___ ENTRIES PROVIDED ___

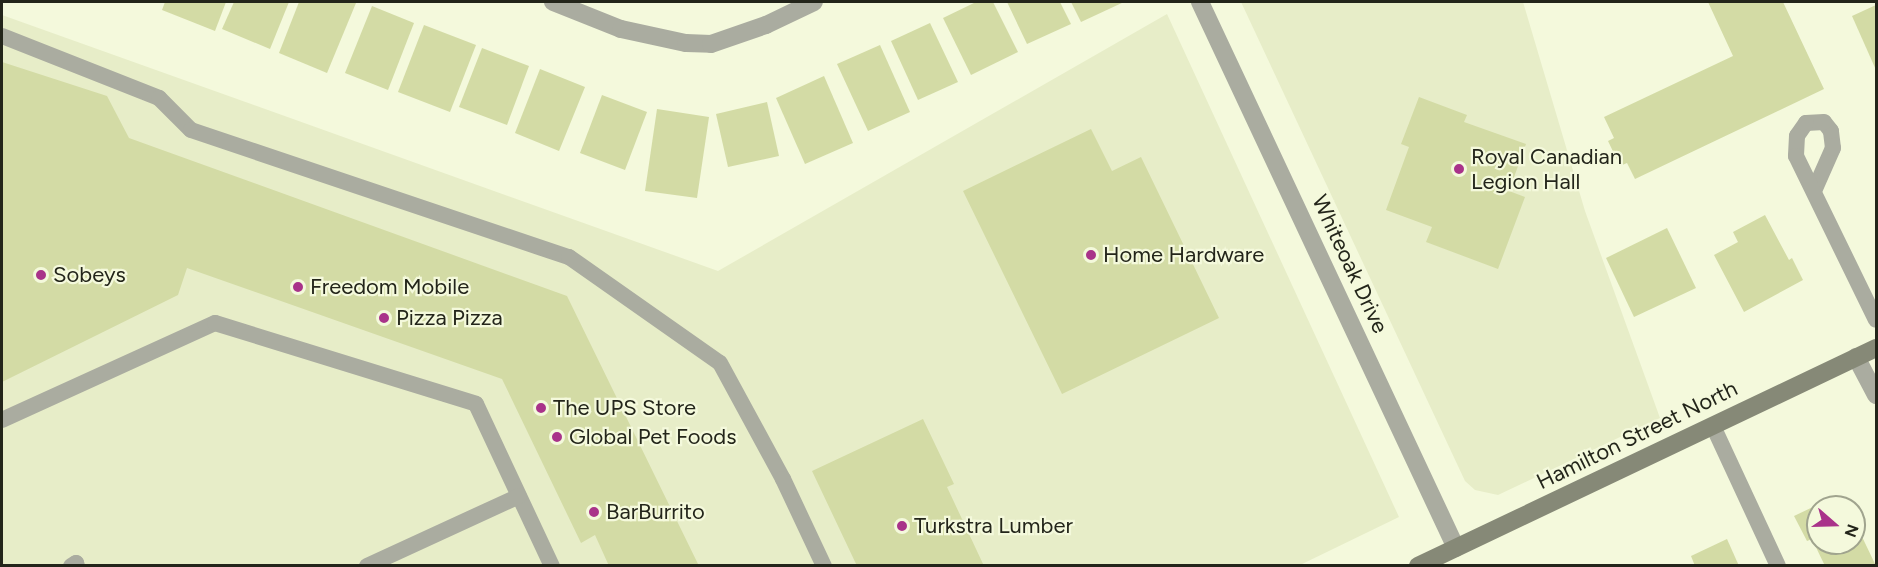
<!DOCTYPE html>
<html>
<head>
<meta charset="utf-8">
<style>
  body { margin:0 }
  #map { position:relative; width:1878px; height:567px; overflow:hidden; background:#f4f9dc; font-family:Figtree,sans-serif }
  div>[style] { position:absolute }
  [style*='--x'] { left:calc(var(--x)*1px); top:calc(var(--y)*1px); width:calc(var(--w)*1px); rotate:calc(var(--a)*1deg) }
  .built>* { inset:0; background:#e7edc8 }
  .building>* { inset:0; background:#d3dba5 }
  .lane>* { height:16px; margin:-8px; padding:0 8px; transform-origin:8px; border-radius:8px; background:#aaaca0 }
  .street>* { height:18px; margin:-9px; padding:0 9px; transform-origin:9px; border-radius:9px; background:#aaaca0 }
  .secondary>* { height:18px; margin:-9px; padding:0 9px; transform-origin:9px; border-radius:9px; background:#868977 }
  .dots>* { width:16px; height:16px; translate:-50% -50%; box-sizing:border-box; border:3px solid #f4f9dc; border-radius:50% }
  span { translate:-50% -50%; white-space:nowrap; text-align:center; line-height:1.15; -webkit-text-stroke:4.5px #f4f9dc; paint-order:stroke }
  .poi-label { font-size:22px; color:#23251a }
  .left { translate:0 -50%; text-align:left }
  .street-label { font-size:22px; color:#23251a }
  .frame { position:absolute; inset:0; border:3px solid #23251a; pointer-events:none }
  .north { position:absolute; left:1806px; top:495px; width:60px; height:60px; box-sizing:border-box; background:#f4f9dc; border:2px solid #a0a48e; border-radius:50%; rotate:110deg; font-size:16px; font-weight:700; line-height:24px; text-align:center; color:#23251a }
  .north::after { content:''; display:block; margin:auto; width:21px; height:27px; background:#a9338a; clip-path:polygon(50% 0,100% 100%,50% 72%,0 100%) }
</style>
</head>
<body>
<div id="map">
  <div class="built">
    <div style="clip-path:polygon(1241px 2px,1523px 2px,1585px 211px,1660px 418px,1498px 495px,1475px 490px,1465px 481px)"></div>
    <div style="clip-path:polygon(1167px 14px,1399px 517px,1298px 566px,2px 565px,2px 15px,718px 271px)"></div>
  </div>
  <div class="building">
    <div style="clip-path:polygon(165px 2px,226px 2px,215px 31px,162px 10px)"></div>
    <div style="clip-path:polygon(234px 2px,289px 2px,270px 49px,222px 29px)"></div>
    <div style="clip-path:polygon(299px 2px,356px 3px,327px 73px,279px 53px)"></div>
    <div style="clip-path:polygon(976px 2px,993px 2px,1018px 52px,971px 75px,943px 18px)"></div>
    <div style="clip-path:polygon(1007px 2px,1060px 2px,1071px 24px,1027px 44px)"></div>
    <div style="clip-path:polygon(1071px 2px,1124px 2px,1081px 22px)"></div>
    <div style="clip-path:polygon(1708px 2px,1783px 2px,1824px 89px,1635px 179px,1627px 163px,1620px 166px,1608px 141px,1614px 138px,1604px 117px,1733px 56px)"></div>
    <div style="clip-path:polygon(1876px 5px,1876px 70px,1852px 16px)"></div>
    <div style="clip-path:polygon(372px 6px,414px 23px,388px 90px,345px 73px)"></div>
    <div style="clip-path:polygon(930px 23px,958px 82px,918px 100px,891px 41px)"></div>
    <div style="clip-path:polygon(424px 25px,476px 45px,450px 112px,398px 92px)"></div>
    <div style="clip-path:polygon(880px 45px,910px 112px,868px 131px,837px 64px)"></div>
    <div style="clip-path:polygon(482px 48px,529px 66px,507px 125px,459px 107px)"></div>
    <div style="clip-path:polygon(2px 62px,107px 96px,129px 138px,567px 296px,699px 566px,609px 566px,595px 535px,581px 543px,502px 379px,187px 268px,178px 295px,2px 382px)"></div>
    <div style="clip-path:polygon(540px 69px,585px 87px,559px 151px,515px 133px)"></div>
    <div style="clip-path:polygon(824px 76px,853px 143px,805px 164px,776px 98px)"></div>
    <div style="clip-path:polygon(602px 95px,647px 112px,625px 170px,580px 153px)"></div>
    <div style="clip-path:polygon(1419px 97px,1467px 115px,1464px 122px,1526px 144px,1509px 191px,1525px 197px,1498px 269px,1426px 242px,1432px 227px,1386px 210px,1409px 147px,1401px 144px)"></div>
    <div style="clip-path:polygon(767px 102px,779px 156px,728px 167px,716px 114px)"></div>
    <div style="clip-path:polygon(657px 109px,709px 117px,697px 198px,645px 191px)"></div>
    <div style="clip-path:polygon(1091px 129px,1112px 171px,1141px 157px,1219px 318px,1062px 394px,963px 191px)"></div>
    <div style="clip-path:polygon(1765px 215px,1789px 260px,1792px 258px,1803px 280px,1744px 312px,1714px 255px,1738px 242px,1733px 232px)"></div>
    <div style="clip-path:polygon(1667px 228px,1696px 288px,1634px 317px,1606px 258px)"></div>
    <div style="clip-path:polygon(923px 419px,954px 484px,947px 487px,984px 566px,857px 566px,812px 471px)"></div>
    <div style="clip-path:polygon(1836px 496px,1841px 507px,1818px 507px,1818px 543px,1854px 543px,1854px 520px,1876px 566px,1825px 566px,1812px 539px,1807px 541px,1794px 516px)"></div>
    <div style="clip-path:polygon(1727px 539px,1739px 566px,1695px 566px,1691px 556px)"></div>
  </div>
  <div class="lane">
    <div style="--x:2;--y:36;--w:169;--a:21.5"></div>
    <div style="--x:159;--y:98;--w:45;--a:45"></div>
    <div style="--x:191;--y:130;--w:399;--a:18.6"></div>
    <div style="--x:569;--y:257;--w:184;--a:35.1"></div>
    <div style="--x:720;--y:363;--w:132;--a:61.5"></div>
    <div style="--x:783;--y:479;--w:96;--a:64.8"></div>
    <div style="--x:1814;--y:191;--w:47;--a:-66.2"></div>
    <div style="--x:1833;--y:148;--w:17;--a:-97"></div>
    <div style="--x:1831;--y:131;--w:11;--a:-128"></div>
    <div style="--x:1824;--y:122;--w:18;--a:177"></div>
    <div style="--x:1806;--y:123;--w:16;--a:125"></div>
    <div style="--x:1797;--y:136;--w:20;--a:93"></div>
    <div style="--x:1796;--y:156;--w:182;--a:64"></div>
    <div style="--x:2;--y:420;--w:234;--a:-24.5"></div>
    <div style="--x:215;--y:323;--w:273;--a:17.2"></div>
    <div style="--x:476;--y:404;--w:179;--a:64.9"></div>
    <div style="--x:1713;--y:426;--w:154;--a:65.1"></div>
    <div style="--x:71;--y:566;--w:6;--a:-31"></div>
    <div style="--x:76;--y:563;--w:3;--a:72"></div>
    <div style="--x:367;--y:566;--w:167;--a:-24.7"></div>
  </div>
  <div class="street">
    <div style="--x:553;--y:2;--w:73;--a:21.7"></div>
    <div style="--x:621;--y:29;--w:66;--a:12.2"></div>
    <div style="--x:686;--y:43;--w:25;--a:2"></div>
    <div style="--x:711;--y:44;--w:58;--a:-19.1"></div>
    <div style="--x:766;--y:25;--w:53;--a:-25.6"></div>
    <div style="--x:1200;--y:2;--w:603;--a:64.88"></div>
    <div style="--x:1856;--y:357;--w:43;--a:62.2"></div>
  </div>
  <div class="secondary">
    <div style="--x:1418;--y:566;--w:507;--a:-25.45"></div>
  </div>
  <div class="dots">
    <div style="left:1459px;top:169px;background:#a9338a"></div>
    <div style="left:1091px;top:255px;background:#a9338a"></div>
    <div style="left:41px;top:275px;background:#a9338a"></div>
    <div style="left:298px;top:287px;background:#a9338a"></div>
    <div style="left:384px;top:318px;background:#a9338a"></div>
    <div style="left:541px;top:408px;background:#a9338a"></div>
    <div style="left:557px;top:437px;background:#a9338a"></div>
    <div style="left:594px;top:512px;background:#a9338a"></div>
    <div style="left:902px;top:526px;background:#a9338a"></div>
  </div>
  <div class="poi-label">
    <span class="left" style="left:1471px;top:169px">Royal Canadian<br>Legion Hall</span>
    <span class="left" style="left:1103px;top:255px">Home Hardware</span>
    <span class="left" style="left:53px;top:275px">Sobeys</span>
    <span class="left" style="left:310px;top:287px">Freedom Mobile</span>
    <span class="left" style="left:396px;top:318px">Pizza Pizza</span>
    <span class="left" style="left:553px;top:408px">The UPS Store</span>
    <span class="left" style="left:569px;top:437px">Global Pet Foods</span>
    <span class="left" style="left:606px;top:512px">BarBurrito</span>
    <span class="left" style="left:914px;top:526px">Turkstra Lumber</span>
  </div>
  <div class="street-label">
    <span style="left:1350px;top:264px;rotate:65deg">Whiteoak Drive</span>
    <span style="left:1637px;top:435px;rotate:-26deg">Hamilton Street North</span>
  </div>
  <div class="frame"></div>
  <div class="north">N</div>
</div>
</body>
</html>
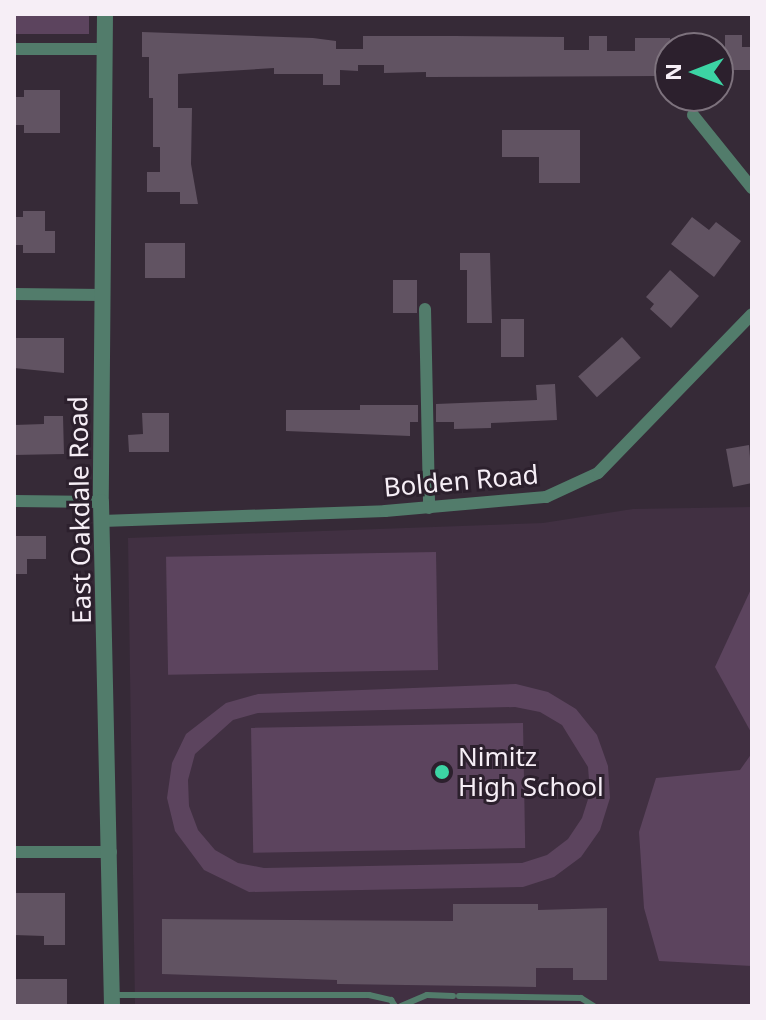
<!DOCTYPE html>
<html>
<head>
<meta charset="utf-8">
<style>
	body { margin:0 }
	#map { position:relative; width:766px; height:1020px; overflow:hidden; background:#362a37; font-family:"Noto Sans",sans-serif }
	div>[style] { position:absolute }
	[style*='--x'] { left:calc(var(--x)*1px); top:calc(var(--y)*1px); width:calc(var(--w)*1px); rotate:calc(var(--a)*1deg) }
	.built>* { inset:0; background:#413042 }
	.green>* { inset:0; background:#5c445e; transform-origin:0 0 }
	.building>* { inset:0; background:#615362; transform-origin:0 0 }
	.service>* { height:6px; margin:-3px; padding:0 3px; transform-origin:3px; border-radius:3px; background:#527c6b }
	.minor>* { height:12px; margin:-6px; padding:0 6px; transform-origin:6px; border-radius:6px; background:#527c6b }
	.tertiary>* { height:16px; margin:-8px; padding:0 8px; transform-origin:8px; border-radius:8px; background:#527c6b }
	.dots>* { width:22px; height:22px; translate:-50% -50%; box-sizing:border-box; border:4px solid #2c202d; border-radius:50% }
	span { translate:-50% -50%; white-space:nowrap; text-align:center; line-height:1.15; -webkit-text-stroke:6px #2c202d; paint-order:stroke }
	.street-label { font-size:26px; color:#f6eef6 }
	.poi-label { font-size:26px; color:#f6eef6 }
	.left { translate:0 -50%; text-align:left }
	.frame { position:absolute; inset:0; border:16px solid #f6eef6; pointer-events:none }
	.north { position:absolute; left:654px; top:32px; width:80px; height:80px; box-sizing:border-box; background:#2c202d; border:2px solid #7d727d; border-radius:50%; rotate:270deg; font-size:22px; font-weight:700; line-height:32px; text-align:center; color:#f6eef6 }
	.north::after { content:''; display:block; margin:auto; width:28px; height:36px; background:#3cd4a4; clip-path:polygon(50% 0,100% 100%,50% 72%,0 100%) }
</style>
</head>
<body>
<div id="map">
	<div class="built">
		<div style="clip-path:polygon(752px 507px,752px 1006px,135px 1006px,128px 538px,543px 523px,633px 509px)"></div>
	</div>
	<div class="green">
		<div style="left:14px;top:14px;width:75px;height:20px"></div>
		<div style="left:436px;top:552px;width:118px;height:270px;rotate:89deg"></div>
		<div style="clip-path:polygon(752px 587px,752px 734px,715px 667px)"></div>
		<div style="clip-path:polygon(evenodd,516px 684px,548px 692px,576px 709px,597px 735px,608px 766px,610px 798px,600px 830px,581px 857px,554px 877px,523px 887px,249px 892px,204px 870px,175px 831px,167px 798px,172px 763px,186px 734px,226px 703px,258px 694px,516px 684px,515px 707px,540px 712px,562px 725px,588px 767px,590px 793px,582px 818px,568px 839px,547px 855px,522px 863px,264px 868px,238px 863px,215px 850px,198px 830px,189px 806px,188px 780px,195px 754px,233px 720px,258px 713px,515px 707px)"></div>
		<div style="left:523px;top:723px;width:125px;height:272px;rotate:89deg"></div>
		<div style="clip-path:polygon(752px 753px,752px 966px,659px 961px,644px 908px,639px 832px,656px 778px,740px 770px)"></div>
	</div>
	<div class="building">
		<div style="clip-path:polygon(142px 32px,313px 38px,336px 41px,336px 49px,363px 49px,363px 36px,454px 36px,564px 37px,564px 50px,589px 50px,589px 36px,607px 36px,607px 51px,635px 51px,635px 38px,670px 38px,670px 66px,657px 66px,657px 76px,426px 77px,426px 72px,384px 73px,384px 65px,358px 65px,358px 71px,340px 70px,340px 85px,323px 85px,323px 74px,274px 74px,274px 68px,178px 74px,178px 108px,192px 108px,191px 164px,198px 204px,180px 204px,180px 192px,147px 192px,147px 172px,160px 172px,160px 147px,153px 147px,153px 98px,149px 98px,149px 57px,142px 57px)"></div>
		<div style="left:679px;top:35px;width:19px;height:13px"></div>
		<div style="clip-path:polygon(725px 35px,742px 35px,742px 47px,752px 47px,752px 70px,725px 70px)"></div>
		<div style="clip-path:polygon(24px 90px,60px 90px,60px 133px,24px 133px,24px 125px,14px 125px,14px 97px,24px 97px)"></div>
		<div style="clip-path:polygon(502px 130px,580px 130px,580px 183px,539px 183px,539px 157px,502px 157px)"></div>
		<div style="clip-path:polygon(23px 211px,45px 211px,45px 231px,55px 231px,55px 253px,23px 253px,23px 245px,14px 245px,14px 217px,23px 217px)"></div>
		<div style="clip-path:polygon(692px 217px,709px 230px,716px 222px,741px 241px,714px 277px,671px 244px)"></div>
		<div style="left:145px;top:243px;width:40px;height:35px"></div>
		<div style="clip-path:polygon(460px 253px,490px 253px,492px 323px,467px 323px,467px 270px,460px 270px)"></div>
		<div style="clip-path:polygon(670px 270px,699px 296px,671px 328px,650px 309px,654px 304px,646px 297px)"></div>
		<div style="left:393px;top:280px;width:24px;height:33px"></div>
		<div style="left:501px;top:319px;width:23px;height:38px"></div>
		<div style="left:622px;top:337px;width:28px;height:59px;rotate:48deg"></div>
		<div style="clip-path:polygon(14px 338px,64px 338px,64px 373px,14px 368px)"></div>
		<div style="clip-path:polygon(555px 384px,557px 420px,491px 423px,491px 428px,454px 429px,454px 422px,436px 422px,436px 404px,537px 400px,536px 385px)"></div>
		<div style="clip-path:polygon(360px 405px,418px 405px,418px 422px,410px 422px,410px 436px,286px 431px,286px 410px,360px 410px)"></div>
		<div style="clip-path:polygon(142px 413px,169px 413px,169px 452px,129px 452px,128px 435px,143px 434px)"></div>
		<div style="clip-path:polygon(44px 416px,63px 416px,64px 454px,14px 455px,14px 425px,44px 424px)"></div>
		<div style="clip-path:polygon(749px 445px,752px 483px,733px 487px,726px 449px)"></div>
		<div style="clip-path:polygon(14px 536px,46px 536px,46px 559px,27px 559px,27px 574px,14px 574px)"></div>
		<div style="clip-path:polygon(14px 893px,65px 893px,65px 945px,44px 945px,44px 936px,14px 935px)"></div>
		<div style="clip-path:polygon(453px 904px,538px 904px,538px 910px,607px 908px,607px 980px,573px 980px,573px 968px,536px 968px,536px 987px,337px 984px,337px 980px,162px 974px,162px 919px,453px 921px)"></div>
		<div style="left:67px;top:979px;width:26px;height:53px;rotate:90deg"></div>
	</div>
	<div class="service">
		<div style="--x:115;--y:995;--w:254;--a:0"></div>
		<div style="--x:369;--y:995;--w:23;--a:13"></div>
		<div style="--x:391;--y:1000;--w:7;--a:56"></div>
		<div style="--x:459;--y:996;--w:122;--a:0.9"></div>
		<div style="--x:581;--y:998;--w:15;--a:32"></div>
		<div style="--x:401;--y:1006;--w:28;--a:-23"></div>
		<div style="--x:427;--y:995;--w:26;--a:2"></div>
	</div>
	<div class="minor">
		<div style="--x:14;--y:49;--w:90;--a:0"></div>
		<div style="--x:693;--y:115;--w:94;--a:51.1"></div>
		<div style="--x:14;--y:294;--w:89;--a:0.6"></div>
		<div style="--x:425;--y:309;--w:199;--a:88.8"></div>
		<div style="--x:14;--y:501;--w:87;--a:0.7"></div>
		<div style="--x:102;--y:521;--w:283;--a:-2"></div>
		<div style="--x:385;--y:511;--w:162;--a:-5"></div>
		<div style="--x:546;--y:497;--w:57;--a:-24.8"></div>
		<div style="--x:598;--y:473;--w:221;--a:-45.9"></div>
		<div style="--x:14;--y:852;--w:97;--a:0"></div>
	</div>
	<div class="tertiary">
		<div style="--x:105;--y:14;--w:488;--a:90.5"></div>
		<div style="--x:101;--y:502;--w:504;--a:88.75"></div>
	</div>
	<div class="dots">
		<div style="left:442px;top:772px;background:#3cd4a4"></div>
	</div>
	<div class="street-label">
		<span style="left:461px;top:481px;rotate:-5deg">Bolden Road</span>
		<span style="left:80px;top:510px;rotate:-91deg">East Oakdale Road</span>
	</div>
	<div class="poi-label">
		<span class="left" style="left:458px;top:772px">Nimitz<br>High School</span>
	</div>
	<div class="frame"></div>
	<div class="north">N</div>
</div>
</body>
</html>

___

*WORK INSTRUCTION*
Copy every line from the entries that contains the word "family".

*TASK RESULT*
  #map { position:relative; width:1878px; height:567px; overflow:hidden; background:#f4f9dc; font-family:Figtree,sans-serif }
	#map { position:relative; width:766px; height:1020px; overflow:hidden; background:#362a37; font-family:"Noto Sans",sans-serif }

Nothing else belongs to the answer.